> _THE PROBLEM_
Using the records below, write out again exactly the lines that begin at the line containing "0.976 setgray" and end at the line containing "340 42 174 32 rectfill", and no other lines.

+++

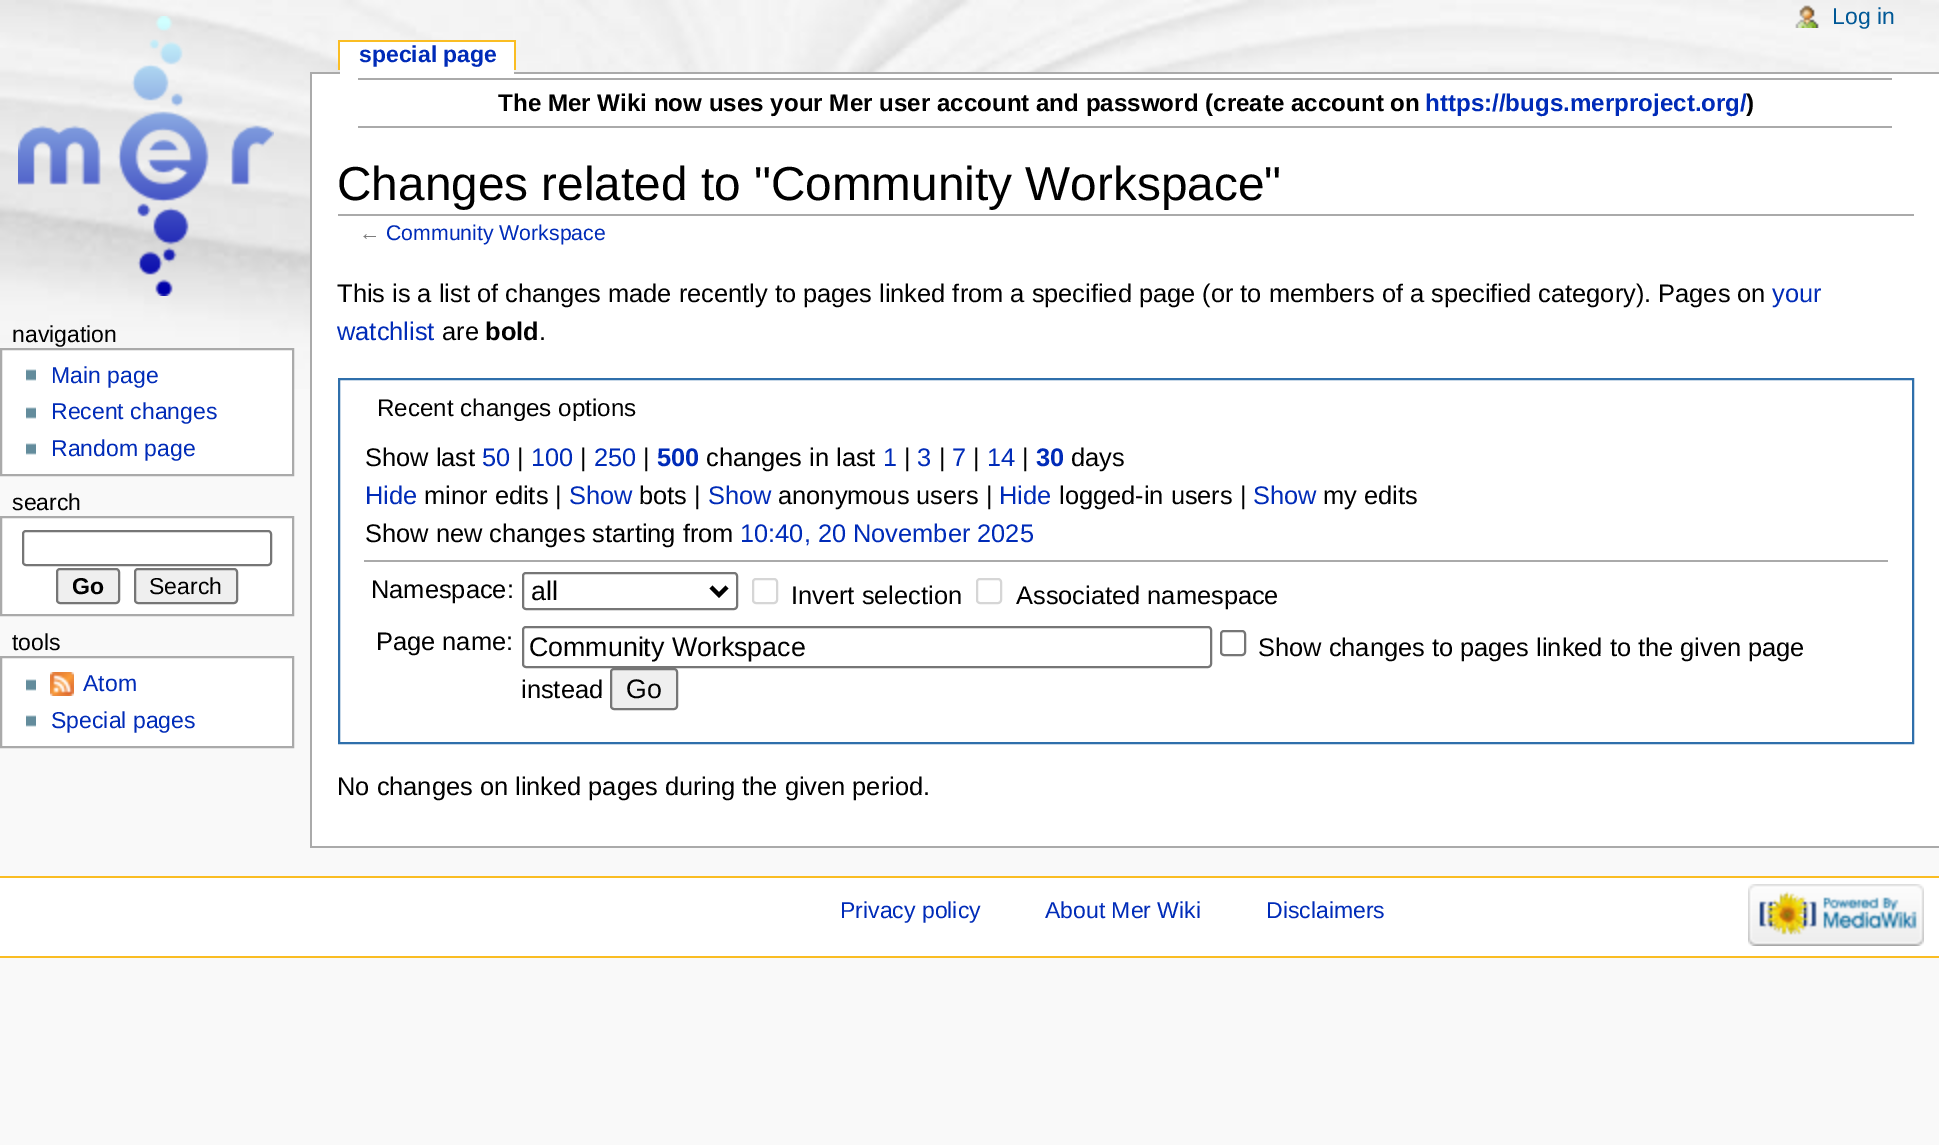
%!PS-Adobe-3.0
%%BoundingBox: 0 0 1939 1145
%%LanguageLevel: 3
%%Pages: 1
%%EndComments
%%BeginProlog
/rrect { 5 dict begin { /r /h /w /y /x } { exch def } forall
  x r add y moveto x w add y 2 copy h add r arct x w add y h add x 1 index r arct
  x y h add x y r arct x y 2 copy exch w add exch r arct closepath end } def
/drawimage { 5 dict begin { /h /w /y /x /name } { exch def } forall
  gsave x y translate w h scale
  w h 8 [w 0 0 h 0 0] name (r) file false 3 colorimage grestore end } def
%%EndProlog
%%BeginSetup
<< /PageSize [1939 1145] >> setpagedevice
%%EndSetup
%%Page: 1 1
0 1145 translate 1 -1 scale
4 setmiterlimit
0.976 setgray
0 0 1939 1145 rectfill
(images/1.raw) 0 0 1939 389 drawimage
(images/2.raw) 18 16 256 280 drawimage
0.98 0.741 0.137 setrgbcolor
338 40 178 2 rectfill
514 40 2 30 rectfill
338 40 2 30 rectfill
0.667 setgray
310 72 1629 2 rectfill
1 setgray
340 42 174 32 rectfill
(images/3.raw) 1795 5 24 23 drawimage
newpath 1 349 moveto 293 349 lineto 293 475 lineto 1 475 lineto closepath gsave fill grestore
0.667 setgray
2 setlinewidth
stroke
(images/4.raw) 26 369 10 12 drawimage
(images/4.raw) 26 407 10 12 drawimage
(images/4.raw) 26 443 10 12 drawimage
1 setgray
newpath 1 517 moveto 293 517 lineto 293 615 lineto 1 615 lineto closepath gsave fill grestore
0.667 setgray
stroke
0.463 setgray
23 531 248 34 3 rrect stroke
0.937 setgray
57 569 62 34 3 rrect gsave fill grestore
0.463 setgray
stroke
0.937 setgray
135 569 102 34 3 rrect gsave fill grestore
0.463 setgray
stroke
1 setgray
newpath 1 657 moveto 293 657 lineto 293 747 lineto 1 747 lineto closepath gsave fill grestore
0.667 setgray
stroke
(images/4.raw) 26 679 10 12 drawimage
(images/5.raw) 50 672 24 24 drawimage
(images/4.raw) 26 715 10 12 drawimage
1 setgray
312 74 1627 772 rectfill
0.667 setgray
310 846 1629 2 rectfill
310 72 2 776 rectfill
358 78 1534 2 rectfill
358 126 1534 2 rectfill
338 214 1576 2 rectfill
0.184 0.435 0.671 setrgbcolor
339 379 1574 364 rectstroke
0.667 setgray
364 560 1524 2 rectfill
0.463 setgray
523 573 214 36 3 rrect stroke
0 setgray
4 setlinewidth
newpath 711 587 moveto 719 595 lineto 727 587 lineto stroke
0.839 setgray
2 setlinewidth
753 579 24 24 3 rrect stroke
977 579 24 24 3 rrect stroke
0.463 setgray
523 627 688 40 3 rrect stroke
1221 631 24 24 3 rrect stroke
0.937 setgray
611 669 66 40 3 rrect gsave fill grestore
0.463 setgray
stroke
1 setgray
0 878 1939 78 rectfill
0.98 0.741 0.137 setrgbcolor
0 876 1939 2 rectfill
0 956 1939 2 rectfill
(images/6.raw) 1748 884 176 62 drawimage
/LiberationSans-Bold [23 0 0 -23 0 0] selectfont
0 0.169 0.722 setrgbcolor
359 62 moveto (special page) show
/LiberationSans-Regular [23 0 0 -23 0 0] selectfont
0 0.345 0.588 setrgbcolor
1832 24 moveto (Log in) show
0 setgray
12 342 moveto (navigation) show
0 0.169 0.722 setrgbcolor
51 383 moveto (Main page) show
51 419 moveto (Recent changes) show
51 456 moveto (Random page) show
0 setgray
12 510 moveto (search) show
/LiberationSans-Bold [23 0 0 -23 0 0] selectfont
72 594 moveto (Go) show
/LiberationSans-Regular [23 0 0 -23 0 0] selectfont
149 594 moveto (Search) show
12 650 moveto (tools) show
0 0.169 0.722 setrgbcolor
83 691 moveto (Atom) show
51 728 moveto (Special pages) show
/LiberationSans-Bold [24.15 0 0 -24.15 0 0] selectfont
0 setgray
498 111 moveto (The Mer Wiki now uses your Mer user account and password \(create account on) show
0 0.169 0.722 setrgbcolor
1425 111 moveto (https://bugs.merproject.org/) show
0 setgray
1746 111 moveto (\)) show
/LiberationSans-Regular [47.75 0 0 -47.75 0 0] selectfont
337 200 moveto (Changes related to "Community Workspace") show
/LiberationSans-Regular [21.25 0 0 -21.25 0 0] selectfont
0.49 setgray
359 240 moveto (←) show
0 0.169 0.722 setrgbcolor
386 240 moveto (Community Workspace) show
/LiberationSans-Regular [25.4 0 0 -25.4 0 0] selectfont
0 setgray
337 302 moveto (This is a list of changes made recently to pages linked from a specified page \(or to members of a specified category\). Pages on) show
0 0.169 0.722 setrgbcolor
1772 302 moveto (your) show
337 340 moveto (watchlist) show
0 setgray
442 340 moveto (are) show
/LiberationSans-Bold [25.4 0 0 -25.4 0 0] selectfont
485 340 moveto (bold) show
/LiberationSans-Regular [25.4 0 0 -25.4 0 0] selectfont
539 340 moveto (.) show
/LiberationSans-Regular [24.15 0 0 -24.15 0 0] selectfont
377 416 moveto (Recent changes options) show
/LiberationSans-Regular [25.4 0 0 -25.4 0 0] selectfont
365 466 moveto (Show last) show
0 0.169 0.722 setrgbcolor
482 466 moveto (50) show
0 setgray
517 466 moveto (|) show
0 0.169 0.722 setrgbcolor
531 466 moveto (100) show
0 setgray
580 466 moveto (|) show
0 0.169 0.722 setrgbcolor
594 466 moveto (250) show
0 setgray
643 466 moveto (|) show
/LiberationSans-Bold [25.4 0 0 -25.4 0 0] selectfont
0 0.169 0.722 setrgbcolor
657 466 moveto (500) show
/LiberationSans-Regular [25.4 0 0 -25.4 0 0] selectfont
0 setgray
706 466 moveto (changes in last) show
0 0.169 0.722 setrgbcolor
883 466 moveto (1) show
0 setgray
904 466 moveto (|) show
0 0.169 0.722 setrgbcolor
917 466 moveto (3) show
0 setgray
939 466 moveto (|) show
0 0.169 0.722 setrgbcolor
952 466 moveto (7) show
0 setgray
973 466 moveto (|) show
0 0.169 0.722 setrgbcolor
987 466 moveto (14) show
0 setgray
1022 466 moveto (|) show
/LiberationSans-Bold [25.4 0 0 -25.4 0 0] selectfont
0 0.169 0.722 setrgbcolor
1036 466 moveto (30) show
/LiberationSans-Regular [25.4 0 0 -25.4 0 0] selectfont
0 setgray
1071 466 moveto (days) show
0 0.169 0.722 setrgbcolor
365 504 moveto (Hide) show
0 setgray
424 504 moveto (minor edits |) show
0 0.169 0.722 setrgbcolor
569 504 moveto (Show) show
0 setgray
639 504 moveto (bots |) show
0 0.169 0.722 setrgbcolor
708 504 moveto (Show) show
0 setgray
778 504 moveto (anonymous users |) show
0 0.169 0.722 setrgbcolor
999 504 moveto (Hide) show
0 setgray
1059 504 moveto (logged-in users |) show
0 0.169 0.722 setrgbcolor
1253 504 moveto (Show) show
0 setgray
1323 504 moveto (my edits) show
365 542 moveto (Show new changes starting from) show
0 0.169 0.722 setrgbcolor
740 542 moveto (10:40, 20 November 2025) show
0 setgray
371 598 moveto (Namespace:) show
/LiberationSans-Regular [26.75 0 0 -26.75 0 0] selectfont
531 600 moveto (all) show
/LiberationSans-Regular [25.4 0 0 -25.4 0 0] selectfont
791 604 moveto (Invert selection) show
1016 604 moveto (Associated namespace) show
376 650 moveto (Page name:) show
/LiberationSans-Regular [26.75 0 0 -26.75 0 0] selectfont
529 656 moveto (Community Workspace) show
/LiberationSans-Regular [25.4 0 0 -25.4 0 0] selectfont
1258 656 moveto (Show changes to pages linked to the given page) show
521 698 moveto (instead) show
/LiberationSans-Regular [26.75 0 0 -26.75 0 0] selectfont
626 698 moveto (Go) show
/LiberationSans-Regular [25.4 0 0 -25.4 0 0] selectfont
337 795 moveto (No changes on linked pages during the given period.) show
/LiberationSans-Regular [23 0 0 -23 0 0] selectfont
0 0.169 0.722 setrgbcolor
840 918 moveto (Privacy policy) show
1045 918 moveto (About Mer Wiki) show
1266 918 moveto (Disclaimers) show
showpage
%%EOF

+++

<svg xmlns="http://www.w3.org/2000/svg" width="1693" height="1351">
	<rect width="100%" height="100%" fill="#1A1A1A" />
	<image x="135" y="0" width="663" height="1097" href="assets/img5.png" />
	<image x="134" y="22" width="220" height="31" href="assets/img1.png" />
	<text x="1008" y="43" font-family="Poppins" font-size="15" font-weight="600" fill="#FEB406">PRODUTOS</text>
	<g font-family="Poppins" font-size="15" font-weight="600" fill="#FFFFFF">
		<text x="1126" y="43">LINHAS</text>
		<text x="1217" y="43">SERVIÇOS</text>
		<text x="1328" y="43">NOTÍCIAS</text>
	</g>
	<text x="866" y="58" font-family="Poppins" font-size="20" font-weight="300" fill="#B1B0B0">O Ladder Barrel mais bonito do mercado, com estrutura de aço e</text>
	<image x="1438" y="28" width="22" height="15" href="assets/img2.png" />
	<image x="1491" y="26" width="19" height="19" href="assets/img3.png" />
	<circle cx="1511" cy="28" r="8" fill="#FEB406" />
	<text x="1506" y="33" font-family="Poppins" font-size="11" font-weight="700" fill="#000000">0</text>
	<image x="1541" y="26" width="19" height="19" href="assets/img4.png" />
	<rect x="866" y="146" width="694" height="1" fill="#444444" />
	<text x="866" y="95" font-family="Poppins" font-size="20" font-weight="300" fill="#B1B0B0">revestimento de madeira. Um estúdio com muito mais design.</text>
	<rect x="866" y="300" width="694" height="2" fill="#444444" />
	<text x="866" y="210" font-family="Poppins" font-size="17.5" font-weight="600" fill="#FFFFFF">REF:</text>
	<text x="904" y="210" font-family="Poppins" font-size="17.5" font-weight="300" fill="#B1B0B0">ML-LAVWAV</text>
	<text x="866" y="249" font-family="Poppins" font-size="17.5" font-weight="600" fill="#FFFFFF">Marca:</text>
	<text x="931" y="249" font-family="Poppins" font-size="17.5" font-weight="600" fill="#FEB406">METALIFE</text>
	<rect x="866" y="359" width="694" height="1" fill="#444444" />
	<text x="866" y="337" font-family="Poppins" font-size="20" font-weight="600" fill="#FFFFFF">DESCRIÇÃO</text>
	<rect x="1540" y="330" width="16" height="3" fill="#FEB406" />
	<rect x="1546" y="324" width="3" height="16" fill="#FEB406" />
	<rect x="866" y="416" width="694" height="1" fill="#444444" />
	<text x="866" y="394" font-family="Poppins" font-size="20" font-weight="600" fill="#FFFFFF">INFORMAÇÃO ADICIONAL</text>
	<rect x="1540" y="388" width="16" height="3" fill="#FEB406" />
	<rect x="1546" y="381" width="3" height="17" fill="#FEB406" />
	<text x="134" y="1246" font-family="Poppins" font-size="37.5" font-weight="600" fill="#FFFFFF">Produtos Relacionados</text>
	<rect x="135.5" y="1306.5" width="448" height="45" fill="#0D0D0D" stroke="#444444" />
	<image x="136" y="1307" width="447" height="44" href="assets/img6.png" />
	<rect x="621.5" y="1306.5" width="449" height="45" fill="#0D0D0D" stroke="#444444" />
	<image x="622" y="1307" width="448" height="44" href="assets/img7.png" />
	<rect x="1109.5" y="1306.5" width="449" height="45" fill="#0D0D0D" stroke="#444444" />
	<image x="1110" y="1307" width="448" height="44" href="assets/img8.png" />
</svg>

+++

> _RESPONSE_
0.976 setgray
0 0 1939 1145 rectfill
(images/1.raw) 0 0 1939 389 drawimage
(images/2.raw) 18 16 256 280 drawimage
0.98 0.741 0.137 setrgbcolor
338 40 178 2 rectfill
514 40 2 30 rectfill
338 40 2 30 rectfill
0.667 setgray
310 72 1629 2 rectfill
1 setgray
340 42 174 32 rectfill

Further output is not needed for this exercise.